Just because I don’t write the bounds-checking and type-checking and dynamic-dispatch and error-handling code myself, doesn’t make it any less a conscious decision I made by choosing Python. It’s all “real work.”
Type checking and bounds checking aren't "real work" in the sense that, when somebody checks their bank account balance on your website or applies a sound effect to an audio track in their digital audio workstation, they don't think, "Oh good! The computer is going to do some type checking for me now!" Type checking and bounds checking may be good means to an end, but they are not the end, from the point of view of the outside world.
Of course, the bank account is only a means to the end of paying the dentist for installing crowns on your teeth and whatnot, and the sound effect is only a means to the end of making your music sound less like Daft Punk or something, so it's kind of fuzzy. It depends on what people are thinking about achieving. As programmers, because we know the experience of late nights debugging when our array bounds overflow, we think of bounds checking and type checking as ends in themselves.

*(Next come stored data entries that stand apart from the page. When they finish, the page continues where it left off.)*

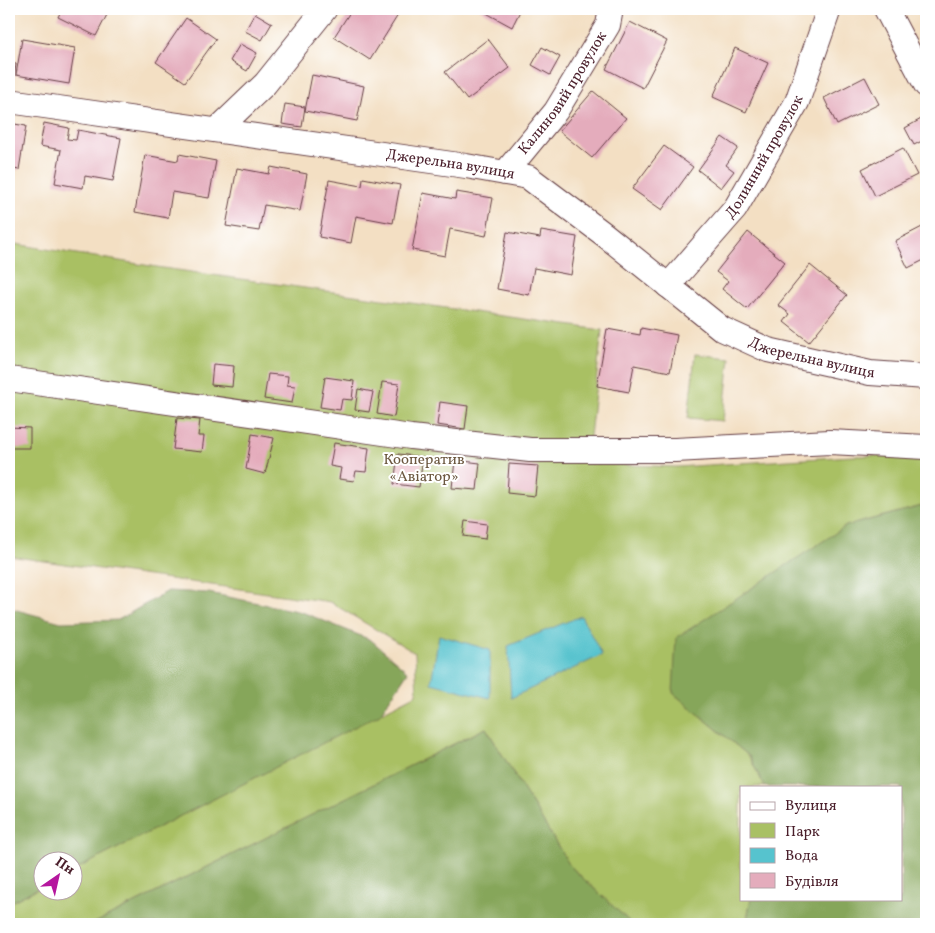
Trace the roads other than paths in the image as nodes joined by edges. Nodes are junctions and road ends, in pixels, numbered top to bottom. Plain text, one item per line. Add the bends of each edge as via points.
1 (325, 9) edge
2 (611, 9) edge
3 (829, 9) edge
4 (886, 9) edge
5 (926, 85) edge
6 (9, 101) edge
7 (217, 130) junction
8 (505, 173) junction
9 (668, 286) junction
10 (926, 377) edge
11 (9, 379) edge
12 (926, 447) edge

1 - 7 street via 265,84
2 - 8 street, Калиновий провулок via 608,25 556,111
3 - 9 street, Долинний провулок via 797,102 750,184 735,209
4 - 5 street
6 - 7 street, Джерельна вулиця
7 - 8 street, Джерельна вулиця
8 - 9 street, Джерельна вулиця via 528,177
9 - 10 street, Джерельна вулиця via 722,329 768,350 870,373
11 - 12 street via 411,437 530,450 675,450 830,442

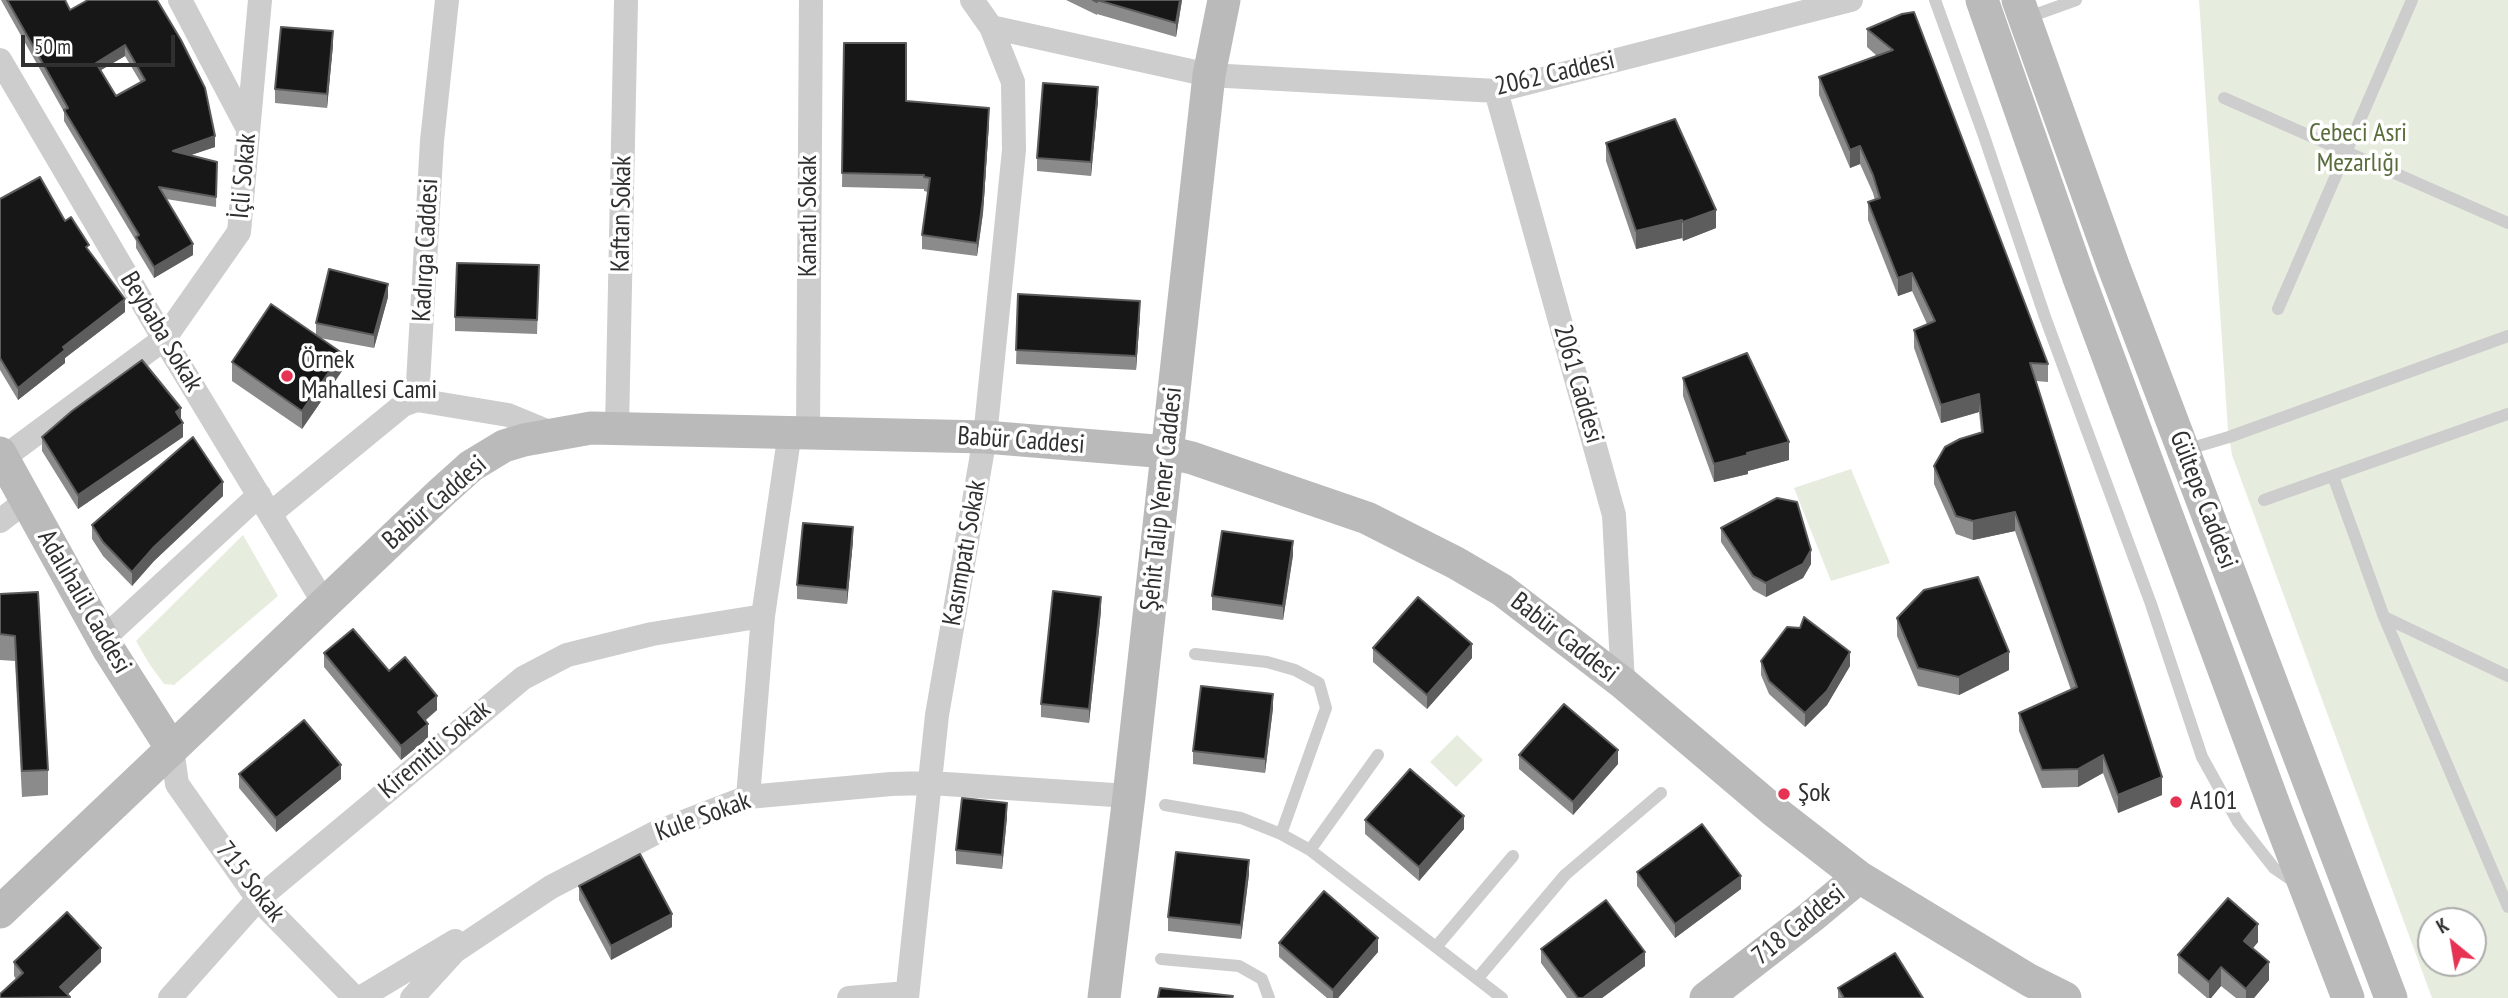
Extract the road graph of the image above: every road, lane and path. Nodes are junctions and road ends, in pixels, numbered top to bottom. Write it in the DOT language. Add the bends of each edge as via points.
graph roads {
  1 [pos="180,0"];
  2 [pos="260,0"];
  3 [pos="447,0"];
  4 [pos="626,0"];
  5 [pos="811,0"];
  6 [pos="972,0"];
  7 [pos="1224,0"];
  8 [pos="1851,0"];
  9 [pos="1934,0"];
  10 [pos="1982,0"];
  11 [pos="2076,0"];
  12 [pos="2413,0"];
  13 [pos="2022,9"];
  14 [pos="991,27"];
  15 [pos="0,60"];
  16 [pos="1209,75"];
  17 [pos="1496,91"];
  18 [pos="2224,98"];
  19 [pos="248,129"];
  20 [pos="2346,152"];
  21 [pos="2508,223"];
  22 [pos="2278,309"];
  23 [pos="2508,336"];
  24 [pos="164,339"];
  25 [pos="417,400"];
  26 [pos="2506,416"];
  27 [pos="617,428"];
  28 [pos="799,432"];
  29 [pos="554,434"];
  30 [pos="985,437"];
  31 [pos="2183,450"];
  32 [pos="1167,452"];
  33 [pos="2,456"];
  34 [pos="2333,476"];
  35 [pos="2264,500"];
  36 [pos="26,501"];
  37 [pos="264,504"];
  38 [pos="0,521"];
  39 [pos="324,603"];
  40 [pos="763,616"];
  41 [pos="2385,617"];
  42 [pos="103,639"];
  43 [pos="1195,654"];
  44 [pos="2508,676"];
  45 [pos="1623,683"];
  46 [pos="172,749"];
  47 [pos="1378,755"];
  48 [pos="930,783"];
  49 [pos="1661,793"];
  50 [pos="1129,796"];
  51 [pos="748,797"];
  52 [pos="1165,805"];
  53 [pos="1281,834"];
  54 [pos="1310,850"];
  55 [pos="1513,856"];
  56 [pos="1859,877"];
  57 [pos="2307,891"];
  58 [pos="258,899"];
  59 [pos="2508,907"];
  60 [pos="0,912"];
  61 [pos="493,926"];
  62 [pos="1436,947"];
  63 [pos="1161,959"];
  64 [pos="2334,960"];
  65 [pos="1477,979"];
  66 [pos="907,996"];
  67 [pos="170,998"];
  68 [pos="358,998"];
  69 [pos="412,998"];
  70 [pos="849,998"];
  71 [pos="1104,998"];
  72 [pos="1269,998"];
  73 [pos="1502,998"];
  74 [pos="1706,998"];
  75 [pos="2064,998"];
  76 [pos="2333,998"];
  77 [pos="2348,998"];
  78 [pos="2391,998"];
  1 -- 19 [label="street"];
  2 -- 19 [label="street, İçli Sokak"];
  3 -- 25 [label="street, Kadırga Caddesi" via="432,141"];
  4 -- 27 [label="street, Kaftan Sokak"];
  5 -- 28 [label="street, Kanatlı Sokak"];
  6 -- 14 [label="street, Kasımpatı Sokak"];
  7 -- 16 [label="main road, Şehit Talip Yener Caddesi"];
  8 -- 17 [label="street, 2062 Caddesi"];
  9 -- 57 [label="lane" via="2202,757 2238,822 2274,868"];
  10 -- 57 [label="main road, Gültepe Caddesi" via="2079,278"];
  11 -- 13 [label="lane"];
  12 -- 20 [label="lane"];
  13 -- 31 [label="main road, Gültepe Caddesi"];
  14 -- 16 [label="street, 2062 Caddesi"];
  14 -- 30 [label="street, Kasımpatı Sokak" via="1013,82 1014,150"];
  15 -- 24 [label="street, Beybaba Sokak"];
  16 -- 17 [label="street, 2062 Caddesi"];
  16 -- 32 [label="main road, Şehit Talip Yener Caddesi"];
  17 -- 45 [label="street, 2061 Caddesi" via="1614,515"];
  18 -- 20 [label="lane"];
  19 -- 24 [label="street, İçli Sokak" via="239,232"];
  20 -- 21 [label="lane"];
  20 -- 22 [label="lane"];
  23 -- 31 [label="lane"];
  24 -- 33 [label="street, İçli Sokak"];
  24 -- 37 [label="street, Beybaba Sokak"];
  25 -- 29 [label="street" via="508,415"];
  25 -- 37 [label="street" via="403,405"];
  26 -- 34 [label="lane"];
  27 -- 28 [label="main road, Babür Caddesi"];
  27 -- 29 [label="main road, Babür Caddesi"];
  28 -- 30 [label="main road, Babür Caddesi"];
  28 -- 40 [label="street, Kanatlı Sokak"];
  29 -- 39 [label="main road, Babür Caddesi" via="504,446 471,466"];
  30 -- 32 [label="main road, Babür Caddesi"];
  30 -- 48 [label="street, Kasımpatı Sokak" via="937,715"];
  31 -- 78 [label="main road, Gültepe Caddesi"];
  32 -- 45 [label="main road, Babür Caddesi" via="1367,518 1457,563 1522,603"];
  32 -- 50 [label="main road, Şehit Talip Yener Caddesi"];
  33 -- 36 [label="main road, Adalıhalil Caddesi"];
  34 -- 35 [label="lane"];
  34 -- 41 [label="lane"];
  36 -- 38 [label="street"];
  36 -- 42 [label="main road, Adalıhalil Caddesi"];
  37 -- 39 [label="street, Beybaba Sokak"];
  37 -- 42 [label="street"];
  39 -- 46 [label="main road, Babür Caddesi"];
  40 -- 51 [label="street, Kanatlı Sokak"];
  40 -- 58 [label="street, Kiremitli Sokak" via="652,634 567,655 523,678"];
  41 -- 44 [label="lane"];
  41 -- 59 [label="lane"];
  42 -- 46 [label="main road, Adalıhalil Caddesi"];
  43 -- 53 [label="lane" via="1267,662 1319,683 1326,708"];
  45 -- 56 [label="main road, Babür Caddesi"];
  46 -- 58 [label="street, 715 Sokak" via="177,784"];
  46 -- 60 [label="main road, Babür Caddesi"];
  47 -- 54 [label="lane"];
  48 -- 50 [label="street, Kule Sokak"];
  48 -- 51 [label="street, Kule Sokak"];
  48 -- 66 [label="street, Kasımpatı Sokak"];
  49 -- 65 [label="lane" via="1565,875"];
  50 -- 71 [label="main road, Şehit Talip Yener Caddesi"];
  51 -- 61 [label="street, Kule Sokak" via="655,833 551,887"];
  52 -- 53 [label="lane" via="1241,818"];
  53 -- 54 [label="lane"];
  54 -- 62 [label="lane"];
  55 -- 62 [label="lane"];
  56 -- 74 [label="main road, 718 Caddesi"];
  56 -- 75 [label="main road, Babür Caddesi"];
  57 -- 64 [label="main road, Gültepe Caddesi"];
  58 -- 67 [label="street, Kiremitli Sokak"];
  58 -- 68 [label="street, 715 Sokak"];
  61 -- 68 [label="street" via="446,945"];
  61 -- 69 [label="street, Kule Sokak" via="455,951"];
  62 -- 65 [label="lane"];
  63 -- 72 [label="lane" via="1239,966 1262,979"];
  64 -- 76 [label="main road" via="2326,971"];
  64 -- 77 [label="main road, Gültepe Caddesi"];
  65 -- 73 [label="lane"];
  66 -- 70 [label="street"];
}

But only up to a point! Often, type checking and bounds checking can be done at compile time, which is more efficient. When we do that, as long as it works correctly, we never† feel disappointed that our program isn't doing run-time type checks. We never look at our running programs and say, "This program would be better if it did more of its type checks at runtime!"
No. Run-time type checking is purely a deadweight loss: wasting some of the CPU on computation that doesn't move the program toward achieving the goals we were trying to achieve when we wrote it. It may be a worthwhile tradeoff (for simplicity of implementation, for example) but we must weigh it on the debit side of the ledger, not the credit side.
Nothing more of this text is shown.